** DATA EXTRACT follows **
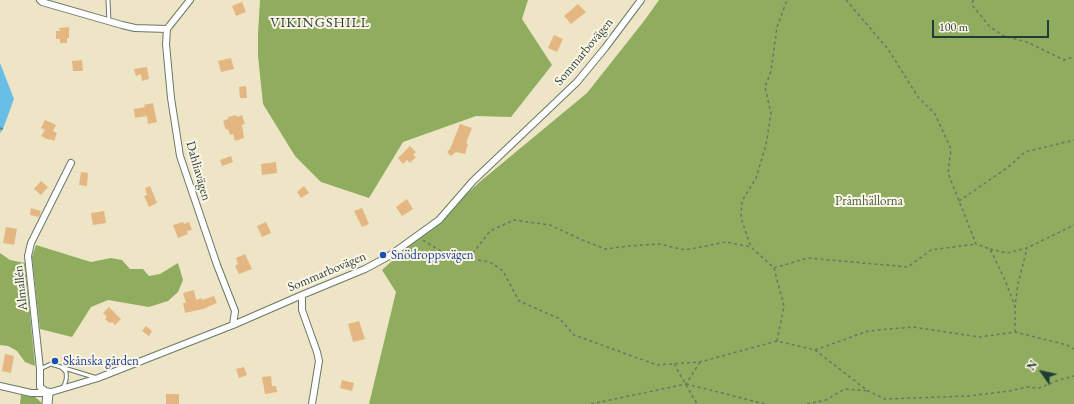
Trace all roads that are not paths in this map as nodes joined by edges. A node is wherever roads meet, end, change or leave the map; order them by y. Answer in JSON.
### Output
{"nodes":[{"id":1,"x":40,"y":0,"type":"edge"},
{"id":2,"x":108,"y":0,"type":"edge"},
{"id":3,"x":190,"y":0,"type":"edge"},
{"id":4,"x":641,"y":0,"type":"edge"},
{"id":5,"x":109,"y":22,"type":"junction"},
{"id":6,"x":167,"y":29,"type":"junction"},
{"id":7,"x":71,"y":163,"type":"dead end"},
{"id":8,"x":302,"y":294,"type":"junction"},
{"id":9,"x":233,"y":325,"type":"junction"},
{"id":10,"x":61,"y":367,"type":"junction"},
{"id":11,"x":40,"y":369,"type":"junction"},
{"id":12,"x":98,"y":378,"type":"junction"},
{"id":13,"x":0,"y":386,"type":"edge"},
{"id":14,"x":62,"y":390,"type":"junction"},
{"id":15,"x":48,"y":393,"type":"junction"},
{"id":16,"x":47,"y":404,"type":"edge"},
{"id":17,"x":312,"y":404,"type":"edge"}],
"edges":[{"from":1,"to":5,"type":"street"},
{"from":2,"to":5,"type":"lane"},
{"from":3,"to":6,"type":"street"},
{"from":4,"to":8,"type":"street","name":"Sommarbovägen"},
{"from":5,"to":6,"type":"street"},
{"from":6,"to":9,"type":"street","name":"Dahliavägen"},
{"from":7,"to":11,"type":"street","name":"Almallén"},
{"from":8,"to":9,"type":"street","name":"Sommarbovägen"},
{"from":8,"to":17,"type":"street"},
{"from":9,"to":12,"type":"street","name":"Sommarbovägen"},
{"from":10,"to":11,"type":"lane"},
{"from":10,"to":12,"type":"lane"},
{"from":10,"to":14,"type":"lane"},
{"from":11,"to":15,"type":"street","name":"Almallén"},
{"from":12,"to":14,"type":"street","name":"Sommarbovägen"},
{"from":13,"to":15,"type":"street","name":"Sommarbovägen"},
{"from":14,"to":15,"type":"street","name":"Sommarbovägen"},
{"from":15,"to":16,"type":"street"}]}
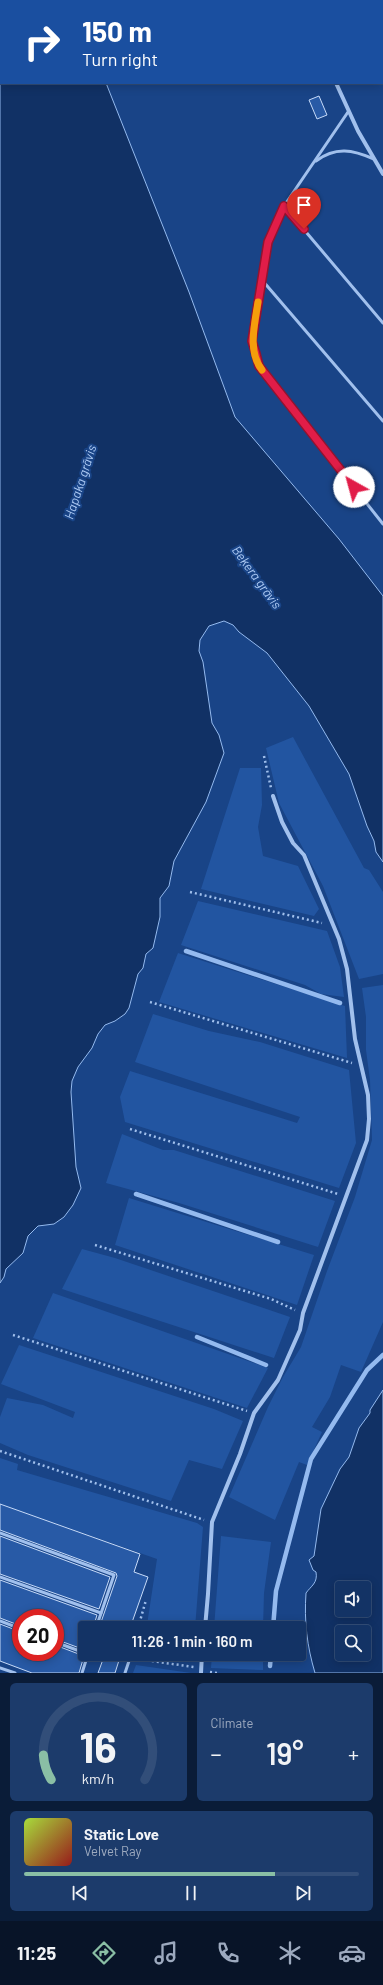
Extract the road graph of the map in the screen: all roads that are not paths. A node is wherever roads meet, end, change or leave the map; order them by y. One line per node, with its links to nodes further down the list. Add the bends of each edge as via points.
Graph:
1 (336, 84): 2 (street)
2 (348, 112): 3 (street); 4 (lane)
3 (374, 159): 4 (lane, via 345,150 331,152); 5 (street)
4 (313, 163): 6 (lane)
5 (383, 174)
6 (284, 206): 7 (lane, via 268,242); 8 (lane)
7 (262, 280): 9 (lane); 10 (lane, via 252,341 259,366)
8 (383, 322)
9 (383, 421)
10 (383, 524)
11 (274, 796): 17 (street, via 282,822 304,855 333,925 347,969 355,1039 368,1095 369,1119 367,1140 303,1313 300,1330 278,1380 254,1413 212,1522)
12 (0, 1533): 14 (lane, via 114,1575)
13 (0, 1578): 14 (lane)
14 (101, 1612): 16 (lane)
15 (0, 1621): 18 (lane)
16 (98, 1621)
17 (206, 1621)
18 (12, 1626)
19 (64, 1645): 20 (lane)
20 (78, 1651)
21 (85, 1661): 27 (lane)
22 (129, 1661): 28 (lane)
23 (202, 1661): 25 (street)
24 (0, 1668): 26 (lane)
25 (201, 1671)
26 (15, 1673)
27 (82, 1673)
28 (125, 1673)

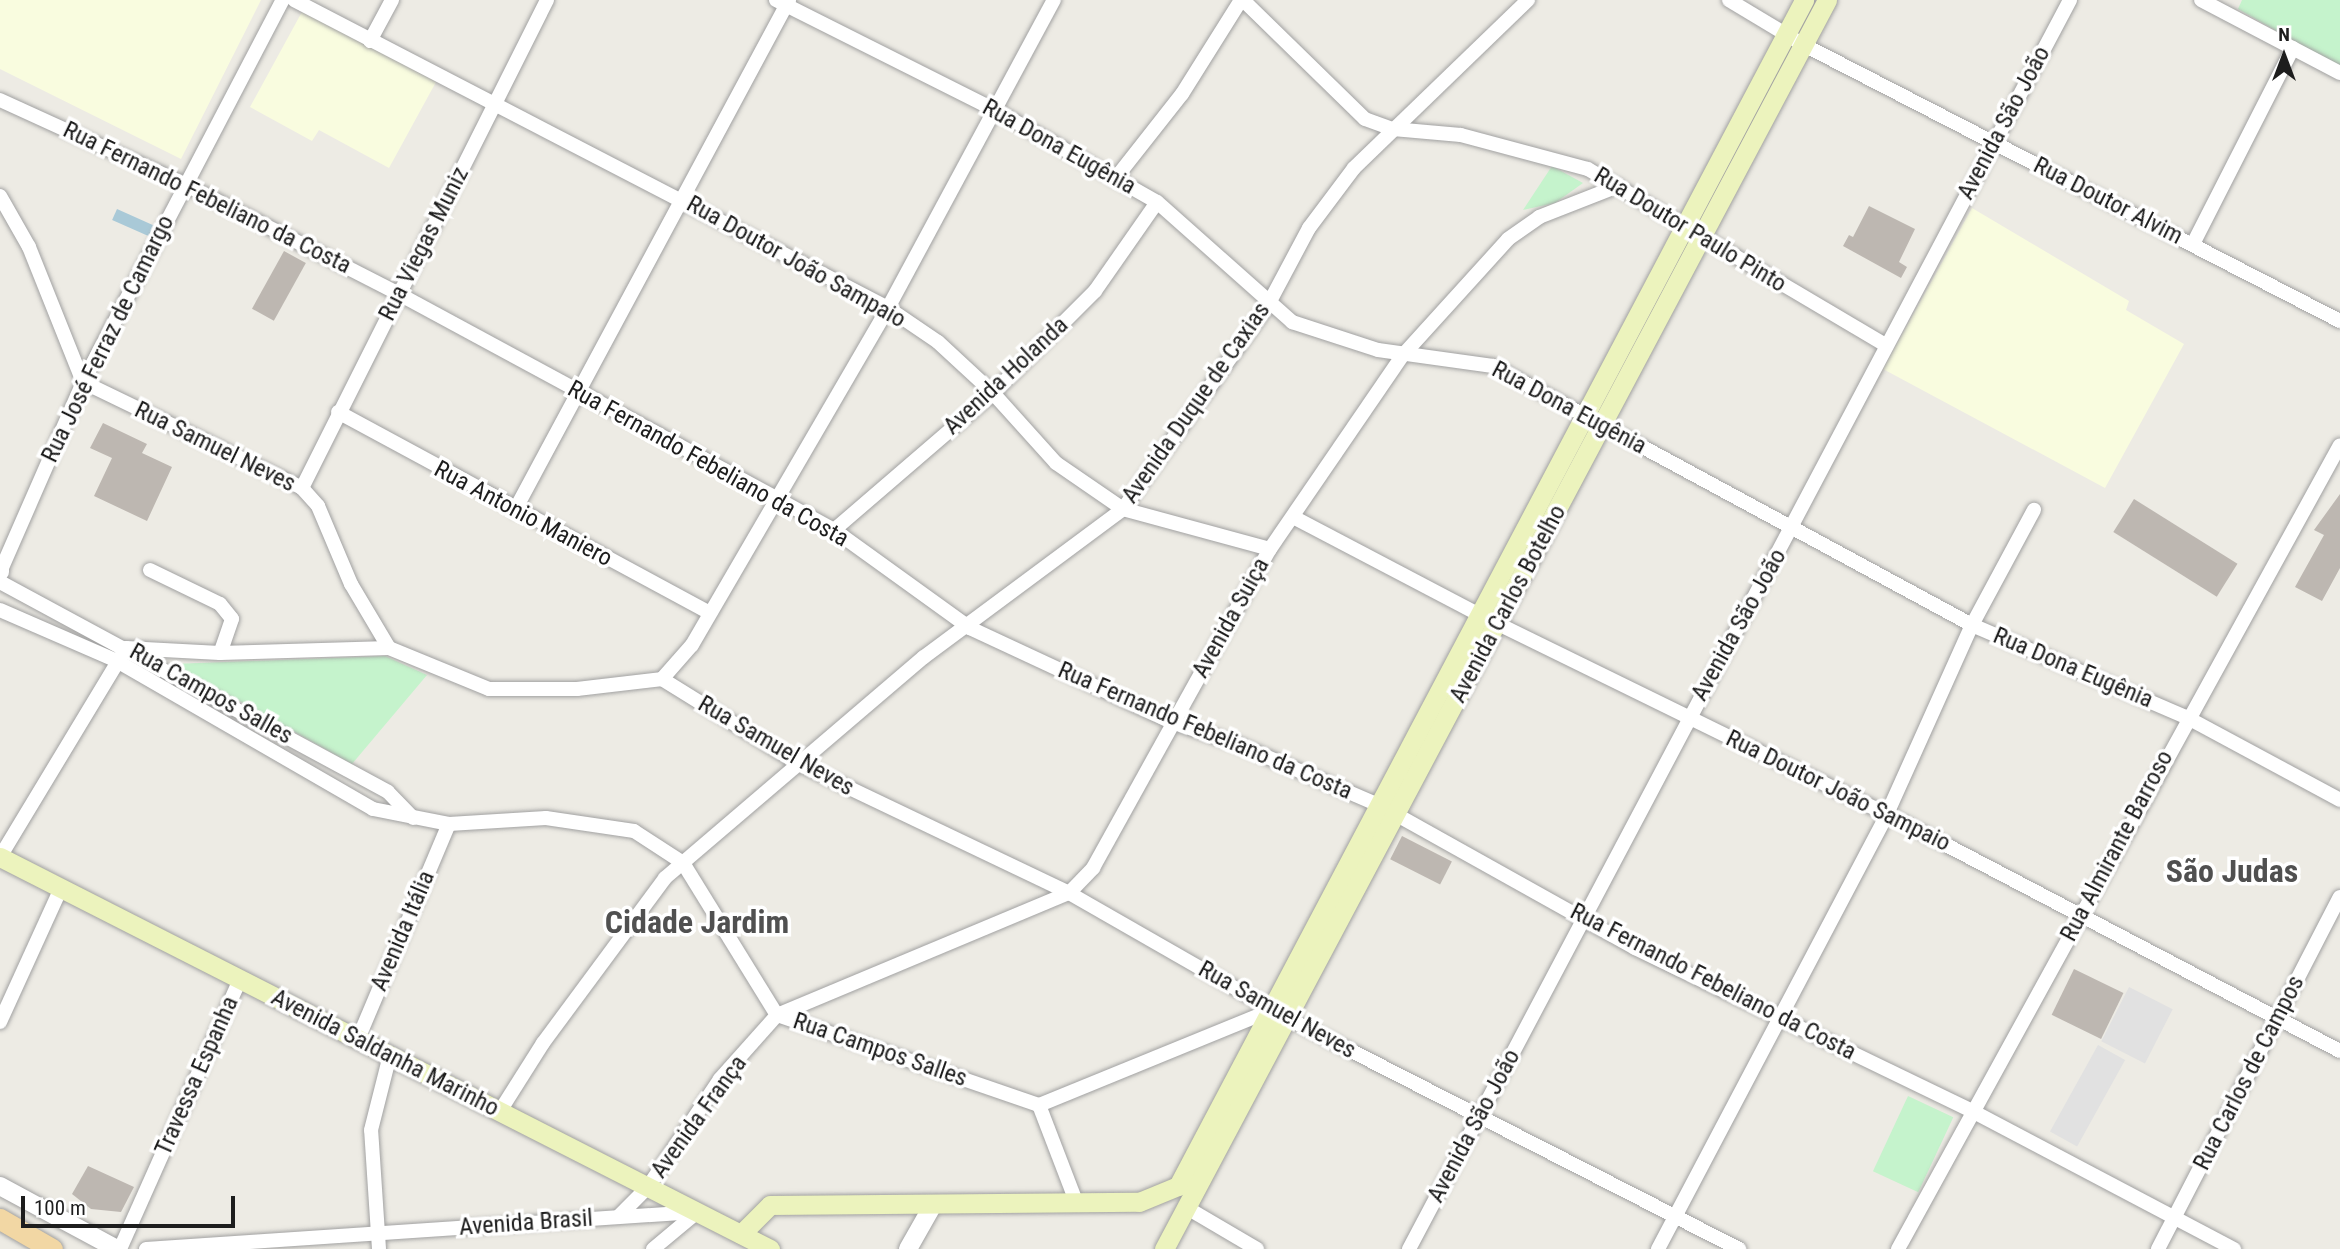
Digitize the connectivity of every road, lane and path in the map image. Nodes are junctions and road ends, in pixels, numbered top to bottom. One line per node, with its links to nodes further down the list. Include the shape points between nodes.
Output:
** End of DATA EXTRACT **
§ **YOUR TASK**:
Could you retype every line above exactly as it appears, skipping the pictures?

§ **TASK RESULT**:
Trace all roads that are not paths in this map as nodes joined by edges. A node is wherever roads meet, end, change or leave the map; order them by y. Answer in JSON.
### Output
{"nodes":[{"id":1,"x":40,"y":0,"type":"edge"},
{"id":2,"x":108,"y":0,"type":"edge"},
{"id":3,"x":190,"y":0,"type":"edge"},
{"id":4,"x":641,"y":0,"type":"edge"},
{"id":5,"x":109,"y":22,"type":"junction"},
{"id":6,"x":167,"y":29,"type":"junction"},
{"id":7,"x":71,"y":163,"type":"dead end"},
{"id":8,"x":302,"y":294,"type":"junction"},
{"id":9,"x":233,"y":325,"type":"junction"},
{"id":10,"x":61,"y":367,"type":"junction"},
{"id":11,"x":40,"y":369,"type":"junction"},
{"id":12,"x":98,"y":378,"type":"junction"},
{"id":13,"x":0,"y":386,"type":"edge"},
{"id":14,"x":62,"y":390,"type":"junction"},
{"id":15,"x":48,"y":393,"type":"junction"},
{"id":16,"x":47,"y":404,"type":"edge"},
{"id":17,"x":312,"y":404,"type":"edge"}],
"edges":[{"from":1,"to":5,"type":"street"},
{"from":2,"to":5,"type":"lane"},
{"from":3,"to":6,"type":"street"},
{"from":4,"to":8,"type":"street","name":"Sommarbovägen"},
{"from":5,"to":6,"type":"street"},
{"from":6,"to":9,"type":"street","name":"Dahliavägen"},
{"from":7,"to":11,"type":"street","name":"Almallén"},
{"from":8,"to":9,"type":"street","name":"Sommarbovägen"},
{"from":8,"to":17,"type":"street"},
{"from":9,"to":12,"type":"street","name":"Sommarbovägen"},
{"from":10,"to":11,"type":"lane"},
{"from":10,"to":12,"type":"lane"},
{"from":10,"to":14,"type":"lane"},
{"from":11,"to":15,"type":"street","name":"Almallén"},
{"from":12,"to":14,"type":"street","name":"Sommarbovägen"},
{"from":13,"to":15,"type":"street","name":"Sommarbovägen"},
{"from":14,"to":15,"type":"street","name":"Sommarbovägen"},
{"from":15,"to":16,"type":"street"}]}
Extract the road graph of the map in the screen: all roads that are not paths. A node is wherever roads meet, end, change or leave the map; order them by y. One line per node, with its links to nodes further down the list. Add the bends of each edge as via points.
Graph:
1 (336, 84): 2 (street)
2 (348, 112): 3 (street); 4 (lane)
3 (374, 159): 4 (lane, via 345,150 331,152); 5 (street)
4 (313, 163): 6 (lane)
5 (383, 174)
6 (284, 206): 7 (lane, via 268,242); 8 (lane)
7 (262, 280): 9 (lane); 10 (lane, via 252,341 259,366)
8 (383, 322)
9 (383, 421)
10 (383, 524)
11 (274, 796): 17 (street, via 282,822 304,855 333,925 347,969 355,1039 368,1095 369,1119 367,1140 303,1313 300,1330 278,1380 254,1413 212,1522)
12 (0, 1533): 14 (lane, via 114,1575)
13 (0, 1578): 14 (lane)
14 (101, 1612): 16 (lane)
15 (0, 1621): 18 (lane)
16 (98, 1621)
17 (206, 1621)
18 (12, 1626)
19 (64, 1645): 20 (lane)
20 (78, 1651)
21 (85, 1661): 27 (lane)
22 (129, 1661): 28 (lane)
23 (202, 1661): 25 (street)
24 (0, 1668): 26 (lane)
25 (201, 1671)
26 (15, 1673)
27 (82, 1673)
28 (125, 1673)

Digitize the connectivity of every road, lane and path in the map image. Nodes are junctions and road ends, in pixels, numbered top to bottom. One line per node, with its links to nodes further down the list. Include the shape points between nodes.
Output:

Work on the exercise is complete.